## Your instructions
Where a record contains an image, leave the image out and print the rest exactly.

%%

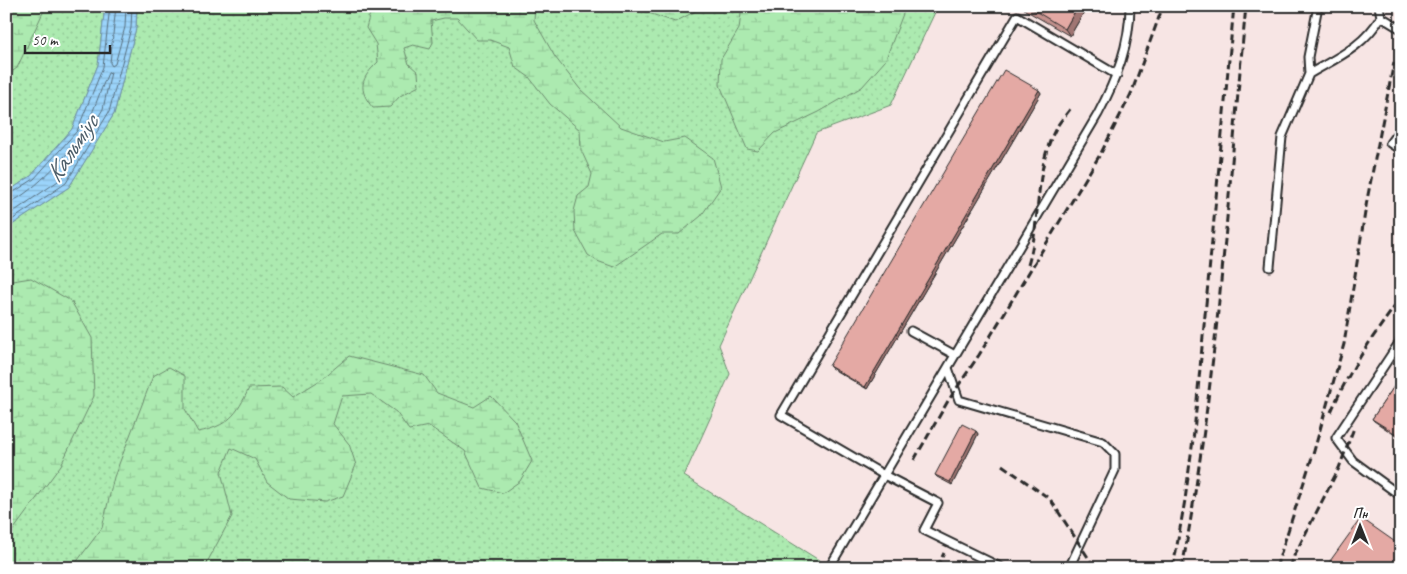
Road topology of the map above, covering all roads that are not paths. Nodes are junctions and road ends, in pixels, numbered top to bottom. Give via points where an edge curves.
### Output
1 (1130, 6) edge
2 (1318, 6) edge
3 (1379, 6) edge
4 (1381, 18) junction
5 (1401, 29) edge
6 (1309, 74) junction
7 (1117, 75) junction
8 (1401, 128) edge
9 (1401, 150) edge
10 (1270, 267) dead end
11 (911, 331) dead end
12 (1401, 340) edge
13 (955, 355) junction
14 (948, 368) junction
15 (884, 476) junction
16 (1401, 496) edge
17 (829, 568) edge
18 (1002, 568) edge
19 (1069, 568) edge

1 - 7 lane via 1125,49
2 - 6 lane via 1308,57
3 - 4 lane
4 - 5 lane
4 - 6 lane via 1361,44
6 - 10 lane via 1282,137
7 - 13 lane via 1098,114
7 - 15 lane via 1017,16 781,415
8 - 9 lane via 1390,143
11 - 13 lane
12 - 16 lane via 1336,438 1353,461
13 - 14 lane
14 - 15 lane
14 - 19 lane via 959,400 1103,442 1115,454 1115,470
15 - 17 lane
15 - 18 lane via 938,503 924,530

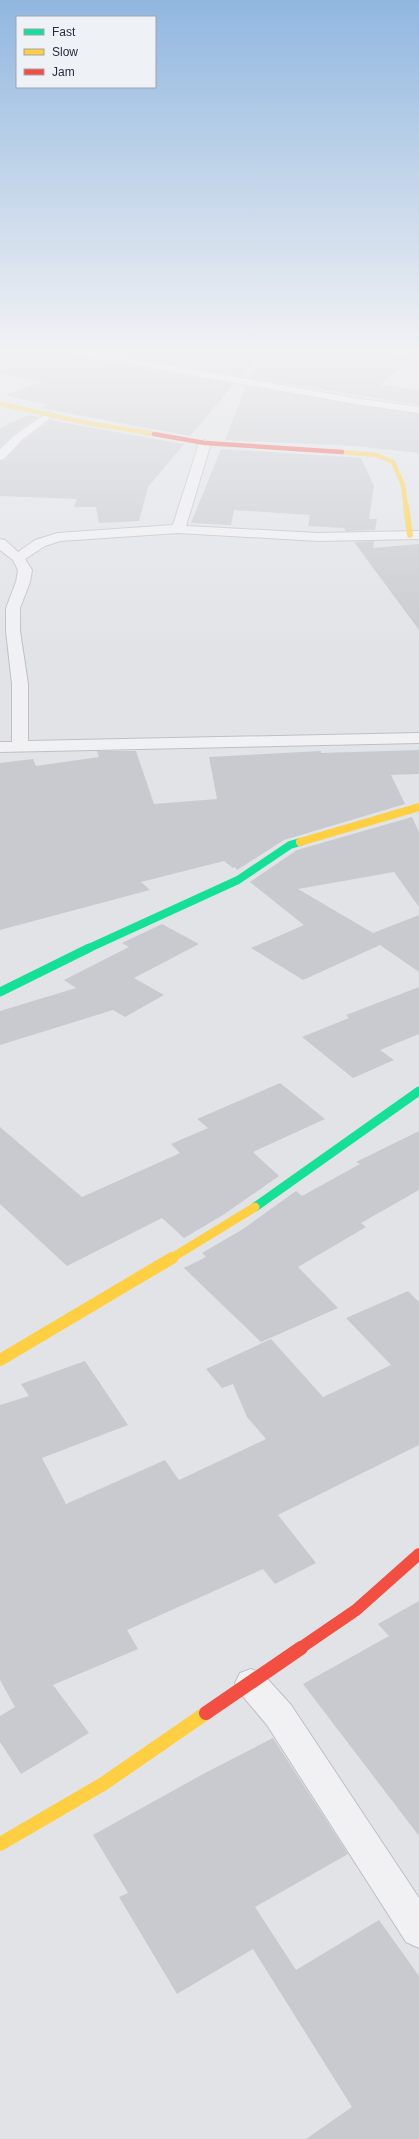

%%

## Problem solution
Road topology of the map above, covering all roads that are not paths. Nodes are junctions and road ends, in pixels, numbered top to bottom. Give via points where an edge curves.
### Output
1 (1130, 6) edge
2 (1318, 6) edge
3 (1379, 6) edge
4 (1381, 18) junction
5 (1401, 29) edge
6 (1309, 74) junction
7 (1117, 75) junction
8 (1401, 128) edge
9 (1401, 150) edge
10 (1270, 267) dead end
11 (911, 331) dead end
12 (1401, 340) edge
13 (955, 355) junction
14 (948, 368) junction
15 (884, 476) junction
16 (1401, 496) edge
17 (829, 568) edge
18 (1002, 568) edge
19 (1069, 568) edge

1 - 7 lane via 1125,49
2 - 6 lane via 1308,57
3 - 4 lane
4 - 5 lane
4 - 6 lane via 1361,44
6 - 10 lane via 1282,137
7 - 13 lane via 1098,114
7 - 15 lane via 1017,16 781,415
8 - 9 lane via 1390,143
11 - 13 lane
12 - 16 lane via 1336,438 1353,461
13 - 14 lane
14 - 15 lane
14 - 19 lane via 959,400 1103,442 1115,454 1115,470
15 - 17 lane
15 - 18 lane via 938,503 924,530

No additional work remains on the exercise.